▶ _Provided information_
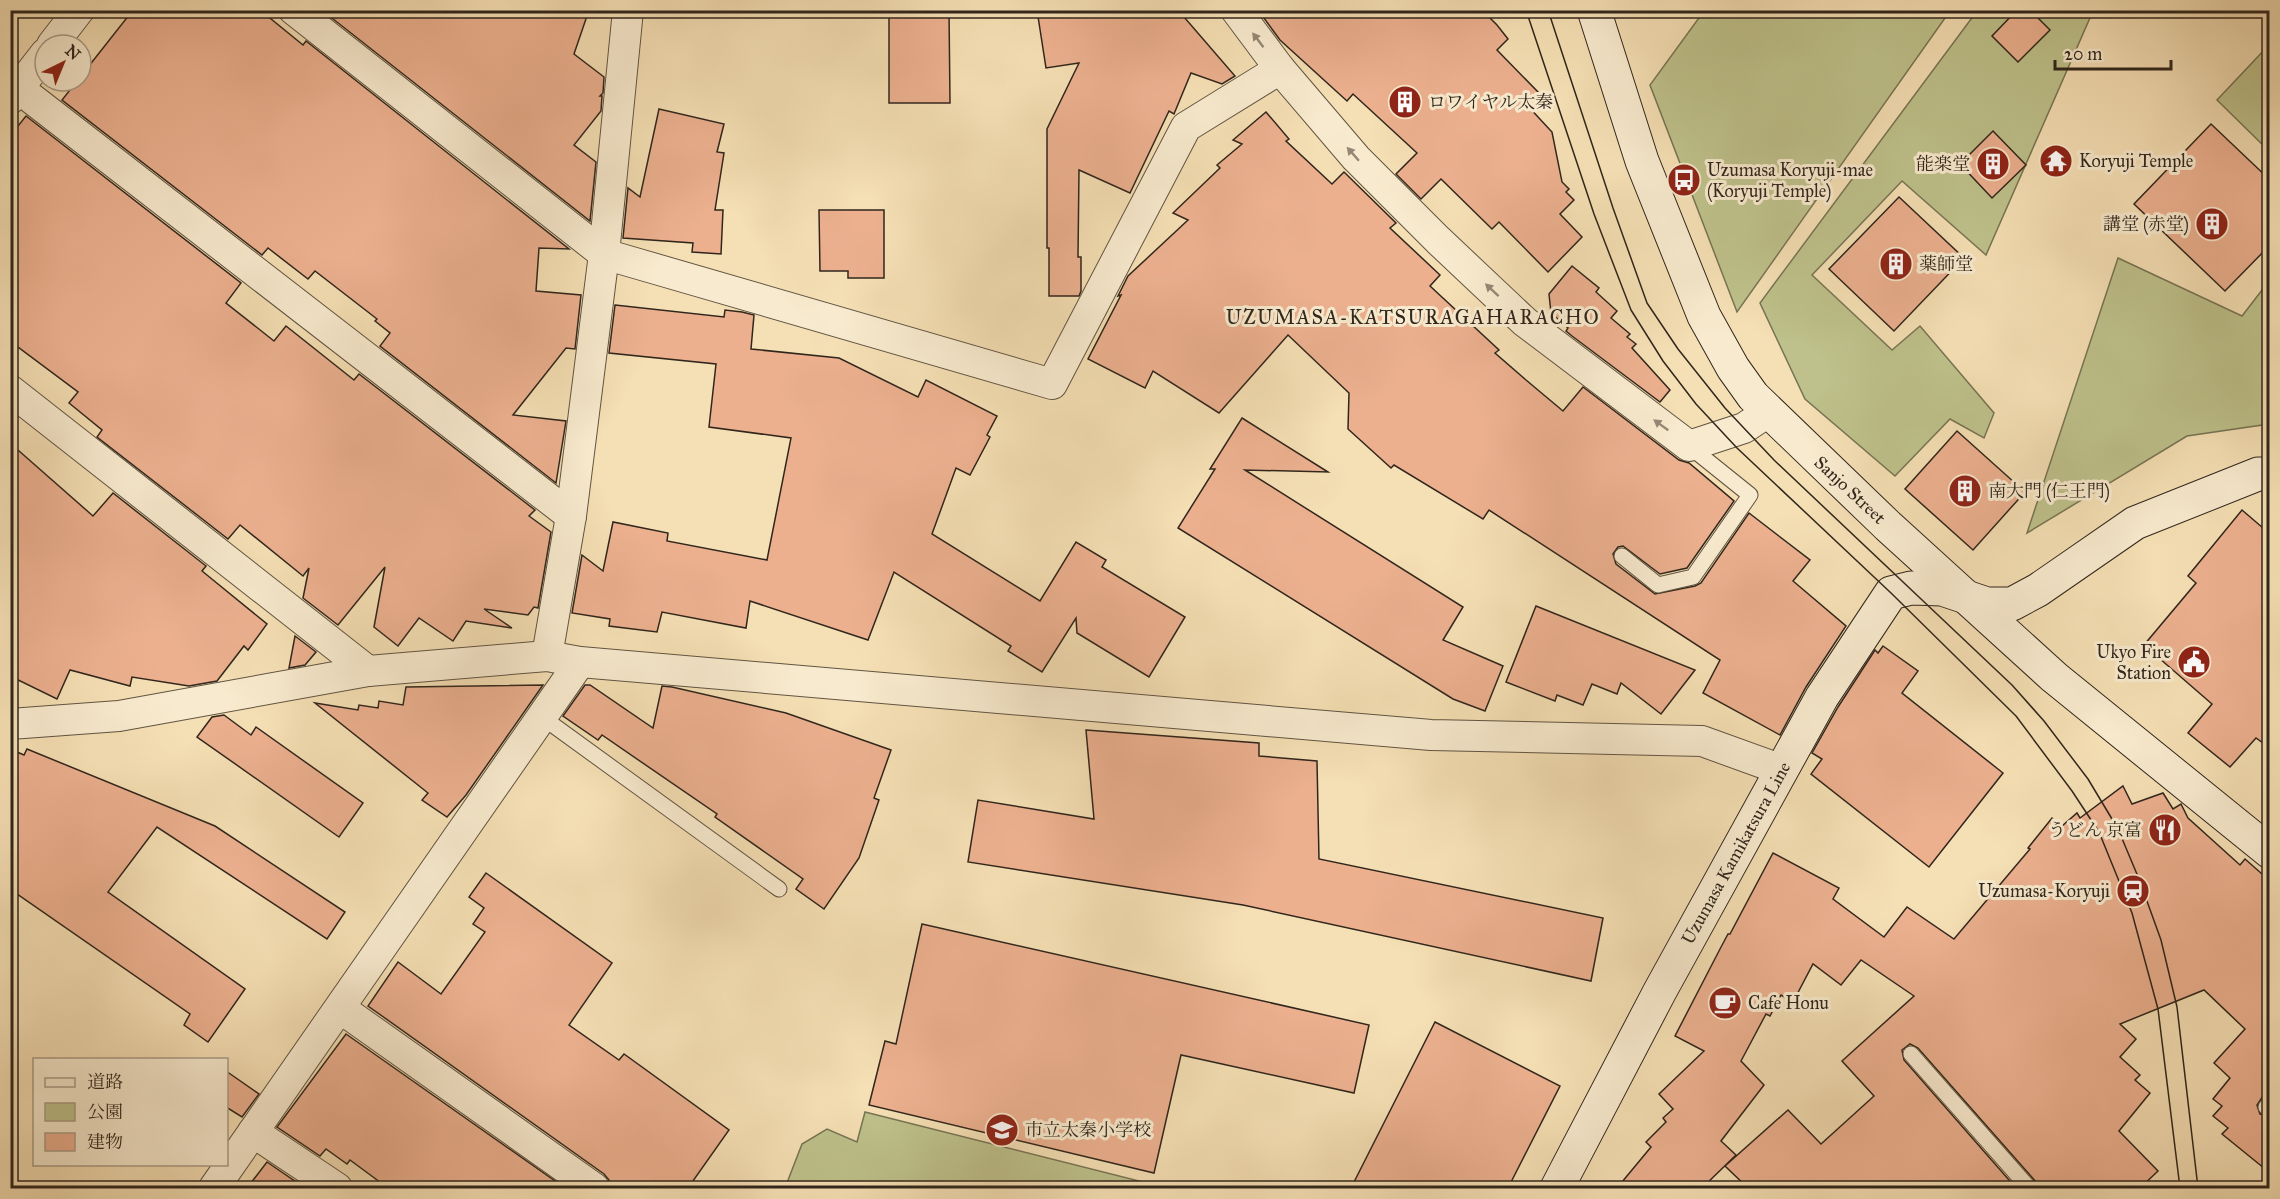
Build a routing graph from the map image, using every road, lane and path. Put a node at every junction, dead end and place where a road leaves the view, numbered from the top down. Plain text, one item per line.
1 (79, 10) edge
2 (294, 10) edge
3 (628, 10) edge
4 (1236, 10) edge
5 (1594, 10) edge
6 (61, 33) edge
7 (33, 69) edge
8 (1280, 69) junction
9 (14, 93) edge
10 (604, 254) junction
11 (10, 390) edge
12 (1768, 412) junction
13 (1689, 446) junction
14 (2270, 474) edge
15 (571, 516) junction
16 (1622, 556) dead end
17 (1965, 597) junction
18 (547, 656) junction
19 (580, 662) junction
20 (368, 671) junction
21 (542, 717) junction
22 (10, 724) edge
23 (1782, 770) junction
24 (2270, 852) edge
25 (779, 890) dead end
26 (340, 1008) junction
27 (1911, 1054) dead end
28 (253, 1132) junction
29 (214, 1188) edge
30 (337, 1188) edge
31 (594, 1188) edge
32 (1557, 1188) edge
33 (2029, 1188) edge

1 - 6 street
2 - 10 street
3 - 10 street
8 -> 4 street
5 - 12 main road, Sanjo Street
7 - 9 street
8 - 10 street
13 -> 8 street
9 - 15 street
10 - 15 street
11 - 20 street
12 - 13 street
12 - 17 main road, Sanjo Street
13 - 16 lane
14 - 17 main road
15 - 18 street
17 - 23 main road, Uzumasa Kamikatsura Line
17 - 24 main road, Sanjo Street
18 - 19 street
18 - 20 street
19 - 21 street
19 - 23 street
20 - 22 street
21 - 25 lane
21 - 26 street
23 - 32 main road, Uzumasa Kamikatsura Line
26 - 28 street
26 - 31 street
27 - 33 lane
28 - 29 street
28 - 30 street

▶ _Task instructions_
After removing each picture, print the entries above exactly as they were.

▶ _Result below_
Build a routing graph from the map image, using every road, lane and path. Put a node at every junction, dead end and place where a road leaves the view, numbered from the top down. Plain text, one item per line.
1 (79, 10) edge
2 (294, 10) edge
3 (628, 10) edge
4 (1236, 10) edge
5 (1594, 10) edge
6 (61, 33) edge
7 (33, 69) edge
8 (1280, 69) junction
9 (14, 93) edge
10 (604, 254) junction
11 (10, 390) edge
12 (1768, 412) junction
13 (1689, 446) junction
14 (2270, 474) edge
15 (571, 516) junction
16 (1622, 556) dead end
17 (1965, 597) junction
18 (547, 656) junction
19 (580, 662) junction
20 (368, 671) junction
21 (542, 717) junction
22 (10, 724) edge
23 (1782, 770) junction
24 (2270, 852) edge
25 (779, 890) dead end
26 (340, 1008) junction
27 (1911, 1054) dead end
28 (253, 1132) junction
29 (214, 1188) edge
30 (337, 1188) edge
31 (594, 1188) edge
32 (1557, 1188) edge
33 (2029, 1188) edge

1 - 6 street
2 - 10 street
3 - 10 street
8 -> 4 street
5 - 12 main road, Sanjo Street
7 - 9 street
8 - 10 street
13 -> 8 street
9 - 15 street
10 - 15 street
11 - 20 street
12 - 13 street
12 - 17 main road, Sanjo Street
13 - 16 lane
14 - 17 main road
15 - 18 street
17 - 23 main road, Uzumasa Kamikatsura Line
17 - 24 main road, Sanjo Street
18 - 19 street
18 - 20 street
19 - 21 street
19 - 23 street
20 - 22 street
21 - 25 lane
21 - 26 street
23 - 32 main road, Uzumasa Kamikatsura Line
26 - 28 street
26 - 31 street
27 - 33 lane
28 - 29 street
28 - 30 street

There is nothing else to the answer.